Other notables were a tornado that struck Chapman in June 2008 and nearly destroyed the entire school complex yet the residents were resilient. It took several years to get everything in place and I felt compassion for students and teachers who spent 2 1/2 years in temporary classrooms. My respect will never waver for those folks. If you have never been to Chapman to see and feel that pride it is worth the experience. The Fighting Irish is an appropriate mascot.
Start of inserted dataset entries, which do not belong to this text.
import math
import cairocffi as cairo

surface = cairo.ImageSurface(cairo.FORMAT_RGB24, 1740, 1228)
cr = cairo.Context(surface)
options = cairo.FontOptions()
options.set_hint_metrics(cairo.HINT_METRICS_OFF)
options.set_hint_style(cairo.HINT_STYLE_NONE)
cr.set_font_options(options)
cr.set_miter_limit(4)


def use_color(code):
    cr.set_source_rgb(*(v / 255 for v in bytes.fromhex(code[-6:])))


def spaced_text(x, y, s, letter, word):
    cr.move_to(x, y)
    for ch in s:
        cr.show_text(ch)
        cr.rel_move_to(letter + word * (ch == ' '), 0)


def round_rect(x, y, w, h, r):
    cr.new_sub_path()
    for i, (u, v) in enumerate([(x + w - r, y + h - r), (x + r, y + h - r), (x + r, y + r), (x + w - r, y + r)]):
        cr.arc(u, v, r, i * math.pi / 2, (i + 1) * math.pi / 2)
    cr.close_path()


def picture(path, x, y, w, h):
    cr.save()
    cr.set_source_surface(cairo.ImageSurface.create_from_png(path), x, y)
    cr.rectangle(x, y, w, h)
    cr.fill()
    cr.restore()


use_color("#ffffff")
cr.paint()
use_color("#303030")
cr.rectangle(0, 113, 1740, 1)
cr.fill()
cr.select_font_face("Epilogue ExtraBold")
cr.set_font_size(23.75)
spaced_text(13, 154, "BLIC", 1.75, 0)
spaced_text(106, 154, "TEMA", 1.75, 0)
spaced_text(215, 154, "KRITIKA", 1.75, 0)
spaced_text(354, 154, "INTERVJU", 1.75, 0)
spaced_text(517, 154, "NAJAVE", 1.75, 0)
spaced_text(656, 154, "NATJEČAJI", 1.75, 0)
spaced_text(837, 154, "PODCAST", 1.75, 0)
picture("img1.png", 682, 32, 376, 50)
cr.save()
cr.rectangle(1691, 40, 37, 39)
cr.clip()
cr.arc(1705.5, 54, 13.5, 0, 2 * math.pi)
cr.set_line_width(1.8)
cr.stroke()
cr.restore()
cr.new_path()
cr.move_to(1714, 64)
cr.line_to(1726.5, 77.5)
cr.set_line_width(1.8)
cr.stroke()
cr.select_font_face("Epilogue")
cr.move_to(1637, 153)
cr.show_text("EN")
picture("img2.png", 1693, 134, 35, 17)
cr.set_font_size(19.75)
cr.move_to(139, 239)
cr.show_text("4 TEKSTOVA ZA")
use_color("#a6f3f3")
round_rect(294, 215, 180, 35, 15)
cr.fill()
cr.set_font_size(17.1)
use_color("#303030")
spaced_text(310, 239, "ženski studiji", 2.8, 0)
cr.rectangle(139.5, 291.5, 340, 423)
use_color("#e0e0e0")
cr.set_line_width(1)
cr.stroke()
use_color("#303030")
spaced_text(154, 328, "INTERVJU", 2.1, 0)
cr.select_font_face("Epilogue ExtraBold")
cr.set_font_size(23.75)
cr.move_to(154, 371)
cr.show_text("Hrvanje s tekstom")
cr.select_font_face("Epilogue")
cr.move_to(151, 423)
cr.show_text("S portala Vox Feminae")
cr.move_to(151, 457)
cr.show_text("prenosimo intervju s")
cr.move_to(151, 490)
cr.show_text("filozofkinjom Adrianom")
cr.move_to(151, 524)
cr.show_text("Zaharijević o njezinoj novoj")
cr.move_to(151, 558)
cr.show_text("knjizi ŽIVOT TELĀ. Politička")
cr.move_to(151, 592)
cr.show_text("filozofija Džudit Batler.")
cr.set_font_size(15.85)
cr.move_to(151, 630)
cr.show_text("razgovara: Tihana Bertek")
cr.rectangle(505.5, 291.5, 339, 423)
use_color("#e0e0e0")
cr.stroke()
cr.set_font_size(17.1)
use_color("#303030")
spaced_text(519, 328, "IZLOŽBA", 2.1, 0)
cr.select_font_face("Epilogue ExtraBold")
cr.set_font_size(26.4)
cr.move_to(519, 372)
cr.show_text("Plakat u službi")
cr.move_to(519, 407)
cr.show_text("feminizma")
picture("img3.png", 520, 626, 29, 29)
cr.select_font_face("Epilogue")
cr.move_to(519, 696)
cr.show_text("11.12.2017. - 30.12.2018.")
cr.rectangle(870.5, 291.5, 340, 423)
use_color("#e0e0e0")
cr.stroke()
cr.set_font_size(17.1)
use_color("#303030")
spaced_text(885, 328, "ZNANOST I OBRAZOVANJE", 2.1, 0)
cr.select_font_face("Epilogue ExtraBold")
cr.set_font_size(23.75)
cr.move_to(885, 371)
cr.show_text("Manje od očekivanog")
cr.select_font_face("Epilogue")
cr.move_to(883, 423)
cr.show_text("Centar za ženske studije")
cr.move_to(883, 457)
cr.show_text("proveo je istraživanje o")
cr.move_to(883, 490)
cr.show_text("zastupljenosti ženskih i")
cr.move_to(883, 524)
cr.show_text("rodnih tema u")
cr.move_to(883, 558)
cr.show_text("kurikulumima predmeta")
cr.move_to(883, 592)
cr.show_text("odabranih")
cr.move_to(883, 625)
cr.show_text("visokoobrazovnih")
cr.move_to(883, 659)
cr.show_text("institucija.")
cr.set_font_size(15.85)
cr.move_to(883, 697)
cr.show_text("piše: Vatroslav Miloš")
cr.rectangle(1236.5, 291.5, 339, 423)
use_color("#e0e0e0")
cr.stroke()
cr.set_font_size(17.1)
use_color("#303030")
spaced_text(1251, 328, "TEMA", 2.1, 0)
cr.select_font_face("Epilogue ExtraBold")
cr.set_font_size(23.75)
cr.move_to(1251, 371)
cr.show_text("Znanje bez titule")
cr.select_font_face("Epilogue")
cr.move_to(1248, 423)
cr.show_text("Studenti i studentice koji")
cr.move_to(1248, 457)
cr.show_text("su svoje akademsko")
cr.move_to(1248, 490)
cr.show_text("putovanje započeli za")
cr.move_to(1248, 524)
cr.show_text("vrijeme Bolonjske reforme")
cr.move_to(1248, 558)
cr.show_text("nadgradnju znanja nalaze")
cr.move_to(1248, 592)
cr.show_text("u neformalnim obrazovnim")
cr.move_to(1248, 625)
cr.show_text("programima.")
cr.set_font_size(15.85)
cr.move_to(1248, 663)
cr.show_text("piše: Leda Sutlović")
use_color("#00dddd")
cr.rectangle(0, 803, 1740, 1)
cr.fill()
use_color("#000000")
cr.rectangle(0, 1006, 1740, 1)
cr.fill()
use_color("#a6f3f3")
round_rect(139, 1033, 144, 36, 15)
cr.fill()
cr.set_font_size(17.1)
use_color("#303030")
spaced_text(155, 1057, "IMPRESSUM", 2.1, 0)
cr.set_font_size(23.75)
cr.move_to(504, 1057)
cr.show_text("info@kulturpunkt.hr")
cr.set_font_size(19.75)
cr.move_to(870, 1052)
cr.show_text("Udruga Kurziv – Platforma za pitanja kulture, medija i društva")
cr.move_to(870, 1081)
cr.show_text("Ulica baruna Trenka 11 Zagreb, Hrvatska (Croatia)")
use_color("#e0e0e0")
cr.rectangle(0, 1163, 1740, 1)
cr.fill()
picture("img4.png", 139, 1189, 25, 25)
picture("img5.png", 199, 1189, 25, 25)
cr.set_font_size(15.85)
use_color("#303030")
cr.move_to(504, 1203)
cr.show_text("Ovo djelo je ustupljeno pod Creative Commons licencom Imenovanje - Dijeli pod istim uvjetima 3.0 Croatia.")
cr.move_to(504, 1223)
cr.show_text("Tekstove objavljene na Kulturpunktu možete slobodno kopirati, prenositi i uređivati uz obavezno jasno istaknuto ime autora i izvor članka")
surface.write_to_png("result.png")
When I first arrived to take a job in Winfield, Kansas, at the Daily Courier, the Walnut Creek was at flood stage. As a northwest Kansas native, I rarely experienced such feats by Mother Nature. I remembered a freak downpour in the mid-1970s that flooded creeks and rivers that oftentimes had little water in them to begin with. I quickly found out in the southcentral Kansas community in which the Walnut River went through town and the Arkansas River flowed west of town, before winding down southeast of Arkansas City, that rising waters was something a resident had to watch for because it rained much more in that region of the state.

Anyone who went to the iconic Walnut Valley Festival in mid-September every year almost always had a story about downpours and localized flooding that added another dynamic to the event.

Growing up in Kansas one learns to not take Mother Nature’s testy temper for granted. Mostly the state is best known for its tornadoes that have hit communities such as Wichita, Andover, Hesston, Greensburg, Udall and countless others.

For me, those occasional ice storms and blizzards seemed to hit home, too. In December 2007 an ice storm in Abilene meant no power to print our newspaper and shoppers had no place to go to get gifts or groceries for several days.

A year in high school when school was closed for nearly a week when a February snowstorm delivered a massive punch remains a fixture with mountains of drifts.

Years later a Halloween snowstorm meant many kids lost out on trick-or-treat candy. It also forced the postponement of a football game between Abilene and Chapman and reminds me that covering any outdoor activity in the months of November until spring was on many occasions never easy.

As I think about what my friends to the north are facing it makes me realize how fortunate I have been, even when I take into my own experiences.